Tony Slocum said by telephone from Indianapolis. "But if people hadn’t
taken these warnings so seriously, we could’ve had a lot more."
In all, emergency management authorities said, 37 people
were killed in Indiana, Kentucky, Ohio and Alabama by a powerful storm system
that spawned at least 90 tornadoes Friday.
The National Weather Service began issuing notices about
possibly violent storms in the Midwest and South earlier in the week, said Toby
TenHarmsel of the weather service's office in Louisville, Ky., which serves
southern Indiana and central Kentucky.
Several hours before tornadoes began touching down,
TenHarmsel said in an interview, tornado watches were issued in several
counties. And within roughly 15 to 20 minutes of a tornado hitting a particular
area, tornado warnings were issued.
"Most people were paying strict attention – they took
it very seriously,’’ Slocum said, citing a history of tornadoes and violent
thunderstorms in southern Indiana.
Schools, businesses and offices instituted evacuation plans.
A high school in Henryville, Ind., which students and teachers had evacuated,
was later demolished by a twister.
Even with warnings and precautions, some people did not
survive. In the tiny town of Chelsea, for instance, four people died inside two
houses a mile apart that were flattened by the same tornado.

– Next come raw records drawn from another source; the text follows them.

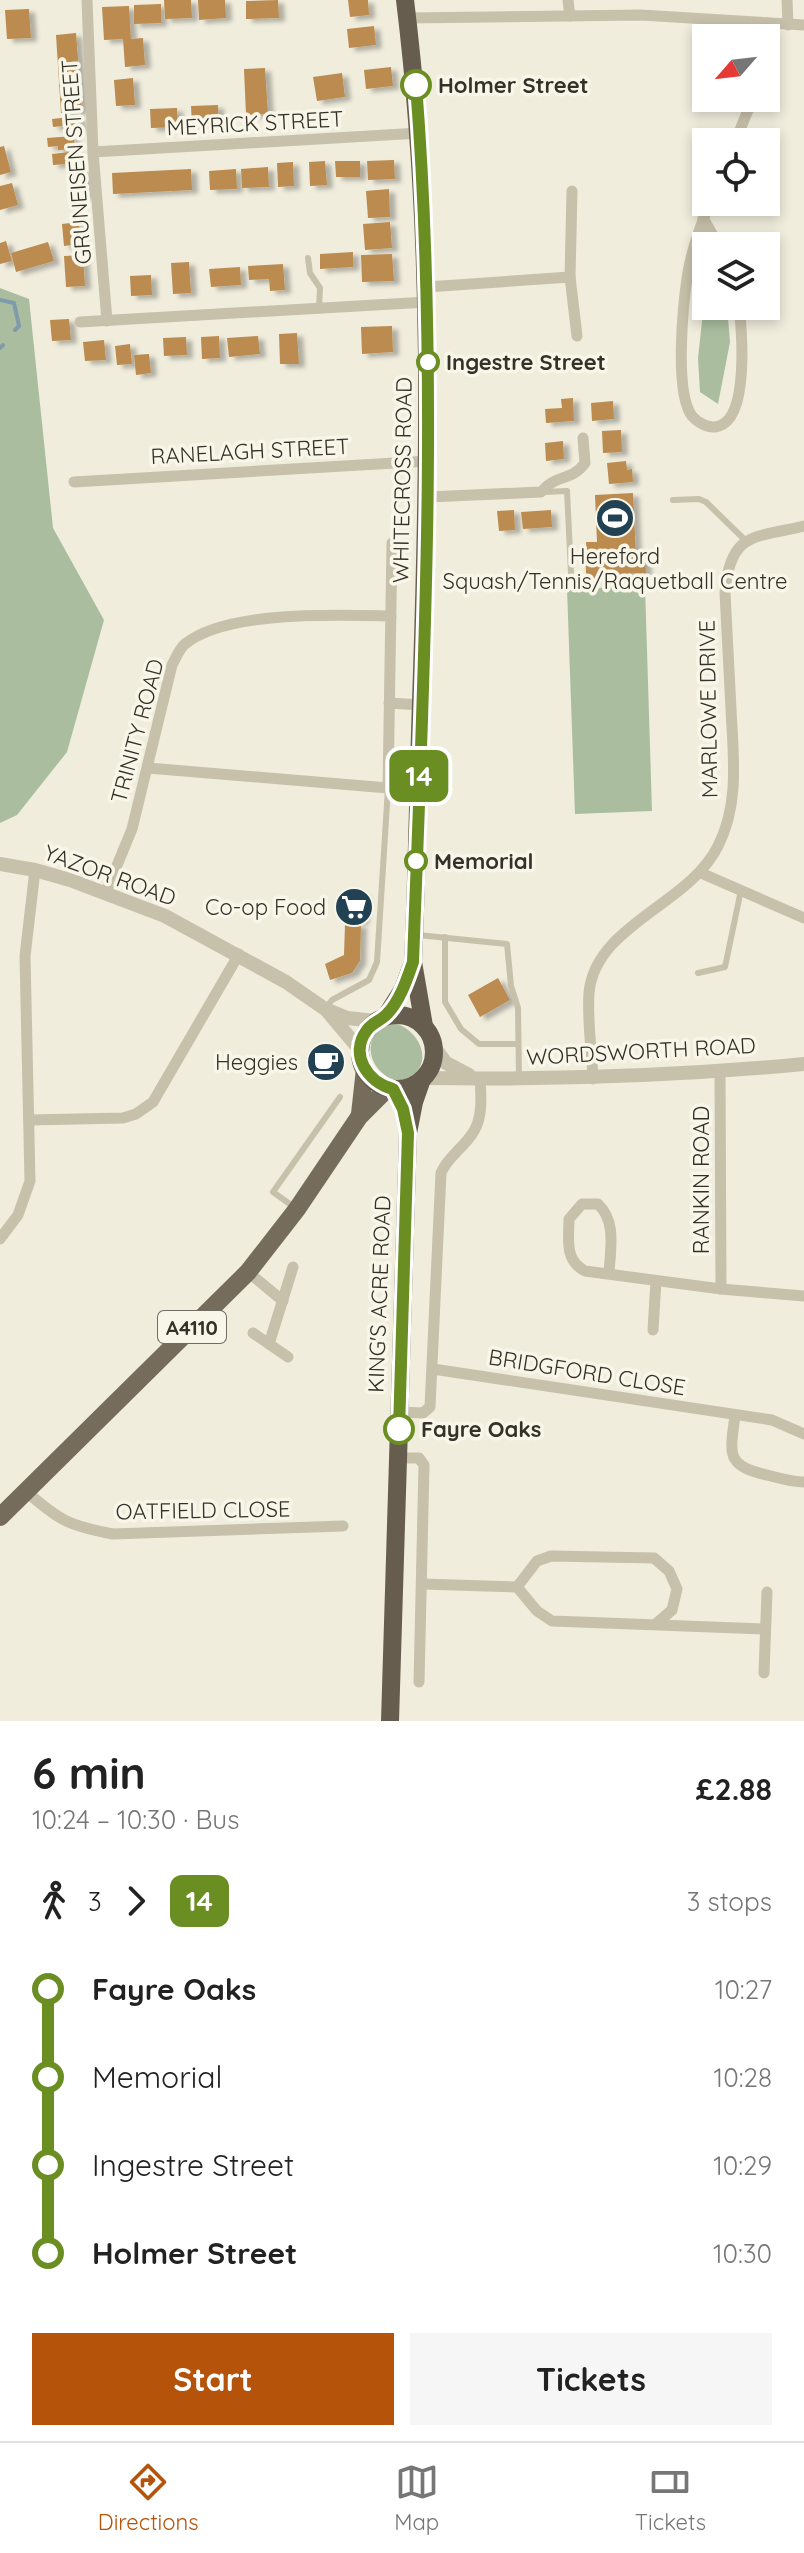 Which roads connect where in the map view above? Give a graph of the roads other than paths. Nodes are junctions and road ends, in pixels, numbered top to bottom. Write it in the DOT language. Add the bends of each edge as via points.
graph roads {
  1 [pos="87,0"];
  2 [pos="568,0"];
  3 [pos="787,0"];
  4 [pos="406,9"];
  5 [pos="570,16"];
  6 [pos="767,23"];
  7 [pos="788,25"];
  8 [pos="804,25"];
  9 [pos="420,133"];
  10 [pos="93,152"];
  11 [pos="572,191"];
  12 [pos="703,218"];
  13 [pos="699,232"];
  14 [pos="711,232"];
  15 [pos="308,258"];
  16 [pos="692,258"];
  17 [pos="570,277"];
  18 [pos="427,294"];
  19 [pos="319,308"];
  20 [pos="740,320"];
  21 [pos="107,321"];
  22 [pos="80,322"];
  23 [pos="577,336"];
  24 [pos="583,438"];
  25 [pos="429,461"];
  26 [pos="74,482"];
  27 [pos="541,492"];
  28 [pos="428,497"];
  29 [pos="673,500"];
  30 [pos="804,526"];
  31 [pos="746,541"];
  32 [pos="392,543"];
  33 [pos="571,573"];
  34 [pos="391,616"];
  35 [pos="389,703"];
  36 [pos="421,705"];
  37 [pos="148,768"];
  38 [pos="388,788"];
  39 [pos="0,864"];
  40 [pos="35,870"];
  41 [pos="701,873"];
  42 [pos="741,890"];
  43 [pos="106,892"];
  44 [pos="804,918"];
  45 [pos="414,935"];
  46 [pos="445,937"];
  47 [pos="239,954"];
  48 [pos="413,962"];
  49 [pos="698,973"];
  50 [pos="325,1009"];
  51 [pos="381,1018"];
  52 [pos="424,1026"];
  53 [pos="518,1044"];
  54 [pos="434,1047"];
  55 [pos="360,1050"];
  56 [pos="804,1064"];
  57 [pos="365,1069"];
  58 [pos="720,1072"];
  59 [pos="422,1078"];
  60 [pos="480,1079"];
  61 [pos="519,1079"];
  62 [pos="593,1079"];
  63 [pos="391,1088"];
  64 [pos="340,1097"];
  65 [pos="359,1117"];
  66 [pos="30,1120"];
  67 [pos="408,1133"];
  68 [pos="297,1209"];
  69 [pos="0,1239"];
  70 [pos="293,1267"];
  71 [pos="248,1272"];
  72 [pos="609,1274"];
  73 [pos="656,1281"];
  74 [pos="721,1289"];
  75 [pos="804,1296"];
  76 [pos="283,1301"];
  77 [pos="653,1330"];
  78 [pos="253,1333"];
  79 [pos="269,1344"];
  80 [pos="288,1357"];
  81 [pos="433,1369"];
  82 [pos="400,1412"];
  83 [pos="735,1416"];
  84 [pos="804,1434"];
  85 [pos="398,1458"];
  86 [pos="804,1482"];
  87 [pos="28,1493"];
  88 [pos="0,1517"];
  89 [pos="343,1526"];
  90 [pos="422,1584"];
  91 [pos="517,1587"];
  92 [pos="767,1592"];
  93 [pos="657,1623"];
  94 [pos="765,1629"];
  95 [pos="764,1673"];
  96 [pos="419,1682"];
  97 [pos="390,1721"];
  1 -- 10 [label="street, GRUNEISEN STREET"];
  2 -- 5 [label="street"];
  3 -- 7 [label="street"];
  4 -- 5 [label="street"];
  4 -- 9 [label="highway, WHITECROSS ROAD"];
  5 -- 6 [label="street"];
  6 -- 7 [label="street"];
  7 -- 8 [label="street"];
  9 -- 10 [label="street, MEYRICK STREET"];
  9 -- 18 [label="highway, WHITECROSS ROAD"];
  10 -- 21 [label="street, GRUNEISEN STREET"];
  11 -- 17 [label="street"];
  12 -- 13 [label="street"];
  12 -- 14 [label="street"];
  15 -- 19 [label="lane" via="320,288"];
  16 -- 20 [label="street" via="681,366 683,392 700,424 713,428 734,415 741,378"];
  17 -- 18 [label="street"];
  17 -- 23 [label="street"];
  18 -- 19 [label="street"];
  18 -- 25 [label="highway, WHITECROSS ROAD"];
  19 -- 21 [label="street"];
  21 -- 22 [label="street"];
  24 -- 27 [label="street" via="585,463 577,473 550,481"];
  25 -- 26 [label="street, RANELAGH STREET"];
  25 -- 28 [label="highway, WHITECROSS ROAD"];
  27 -- 28 [label="street"];
  27 -- 33 [label="lane" via="567,491"];
  28 -- 36 [label="highway, WHITECROSS ROAD"];
  29 -- 31 [label="lane" via="706,502"];
  30 -- 31 [label="street"];
  31 -- 41 [label="street, MARLOWE DRIVE" via="732,557 725,593 735,784 728,821"];
  32 -- 34 [label="street"];
  34 -- 35 [label="street"];
  34 -- 37 [label="street, TRINITY ROAD" via="294,615 197,636 181,647 172,665"];
  35 -- 36 [label="street"];
  35 -- 38 [label="street"];
  36 -- 45 [label="highway, WHITECROSS ROAD"];
  37 -- 38 [label="street"];
  37 -- 43 [label="street, TRINITY ROAD" via="132,829"];
  38 -- 50 [label="lane" via="377,962 369,980"];
  39 -- 40 [label="street, YAZOR ROAD"];
  40 -- 43 [label="street, YAZOR ROAD"];
  40 -- 66 [label="street" via="25,956"];
  41 -- 42 [label="street"];
  41 -- 62 [label="street, MARLOWE DRIVE" via="613,942 595,968 589,993"];
  42 -- 44 [label="street"];
  42 -- 49 [label="lane" via="725,967"];
  43 -- 47 [label="street, YAZOR ROAD"];
  45 -- 46 [label="lane"];
  45 -- 48 [label="highway, WHITECROSS ROAD"];
  46 -- 53 [label="lane" via="445,1002 461,1029 479,1044"];
  46 -- 53 [label="lane" via="507,944"];
  47 -- 50 [label="street, YAZOR ROAD"];
  47 -- 66 [label="street" via="153,1102 123,1118"];
  48 -- 51 [label="highway, WHITECROSS ROAD" via="403,989"];
  48 -- 52 [label="highway, WHITECROSS ROAD"];
  50 -- 51 [label="street, YAZOR ROAD" via="347,1018"];
  50 -- 55 [label="street, YAZOR ROAD"];
  51 -- 52 [label="highway" via="407,1016"];
  51 -- 55 [label="highway" via="364,1034"];
  52 -- 54 [label="highway"];
  53 -- 61 [label="lane"];
  54 -- 59 [label="highway"];
  54 -- 60 [label="street, WORDSWORTH ROAD" via="457,1071"];
  55 -- 57 [label="highway"];
  56 -- 58 [label="street, WORDSWORTH ROAD"];
  57 -- 63 [label="highway" via="377,1083"];
  57 -- 65 [label="main road, A4110"];
  58 -- 62 [label="street, WORDSWORTH ROAD"];
  58 -- 74 [label="street, RANKIN ROAD"];
  59 -- 60 [label="street, WORDSWORTH ROAD"];
  59 -- 63 [label="highway" via="408,1087"];
  59 -- 67 [label="highway, KING'S ACRE ROAD"];
  60 -- 61 [label="street, WORDSWORTH ROAD"];
  60 -- 81 [label="street" via="475,1131 441,1173"];
  61 -- 62 [label="street, WORDSWORTH ROAD"];
  63 -- 65 [label="main road, A4110"];
  63 -- 67 [label="highway, KING'S ACRE ROAD"];
  64 -- 68 [label="lane" via="273,1192"];
  65 -- 68 [label="main road, A4110"];
  66 -- 69 [label="street" via="30,1181 18,1215"];
  67 -- 82 [label="highway, KING'S ACRE ROAD"];
  68 -- 71 [label="main road, A4110"];
  70 -- 76 [label="street"];
  71 -- 76 [label="street"];
  71 -- 87 [label="main road, A4110" via="70,1445"];
  72 -- 72 [label="street" via="576,1267 569,1255 569,1219 582,1204 598,1204 611,1223"];
  72 -- 73 [label="street"];
  73 -- 74 [label="street"];
  73 -- 77 [label="street"];
  74 -- 75 [label="street"];
  76 -- 79 [label="street"];
  78 -- 79 [label="street"];
  79 -- 80 [label="street"];
  81 -- 82 [label="street" via="430,1407 423,1413"];
  81 -- 83 [label="street, BRIDGFORD CLOSE"];
  82 -- 85 [label="highway, KING'S ACRE ROAD"];
  83 -- 84 [label="street, BRIDGFORD CLOSE" via="772,1420"];
  83 -- 86 [label="street" via="730,1447 744,1470"];
  85 -- 90 [label="street" via="419,1458 424,1465"];
  85 -- 97 [label="highway, KING'S ACRE ROAD"];
  87 -- 88 [label="main road, A4110"];
  87 -- 89 [label="street, OATFIELD CLOSE" via="76,1528 113,1534"];
  90 -- 91 [label="street"];
  90 -- 96 [label="street"];
  91 -- 93 [label="street" via="552,1621"];
  91 -- 93 [label="street" via="537,1561 551,1556 654,1558 669,1571 677,1589 672,1610"];
  92 -- 94 [label="street"];
  93 -- 94 [label="street"];
  94 -- 95 [label="street"];
}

"With a storm this devastating, unfortunately you can
get casualties," even with the most careful precautions, Slocum said.
"We knew this was coming," Clarke County, Ind.,
Sheriff Danny Rodden told the Associated Press. "This was the worst-case
scenario. There’s no way you can prepare for something like this."
Unlike hurricanes, where warnings are possible days in
advance and entire towns can be evacuated, tornadoes are less predictable.
Tornado warnings can be issued for a specific "polygon" – a shape on
a map – down to perhaps a quarter-mile radius, TenHarmsel said, but tornadoes
can shift paths from one moment to the next.
Massive storm systems like the one that roared across the
Midwest and South on Friday are even more unpredictable.
"This was the worst system of storms we’ve had in many
years,’’ TenHarmsel said. It was fueled by large masses of warm, moist air from
the Gulf of Mexico colliding with cooler air in the Midwest.
The weather service’s Louisville office issued 40 tornado
warnings Friday, he said.
On Saturday, tornado warnings were in effect for parts of
southern Georgia, the Florida Panhandle and central South Carolina. Tornado
watches were in effect for larger areas of those three states.
Indiana Gov. Mitch Daniels told reporters outside the ruins
of Henryville High School on Saturday that heeding warnings had saved lives.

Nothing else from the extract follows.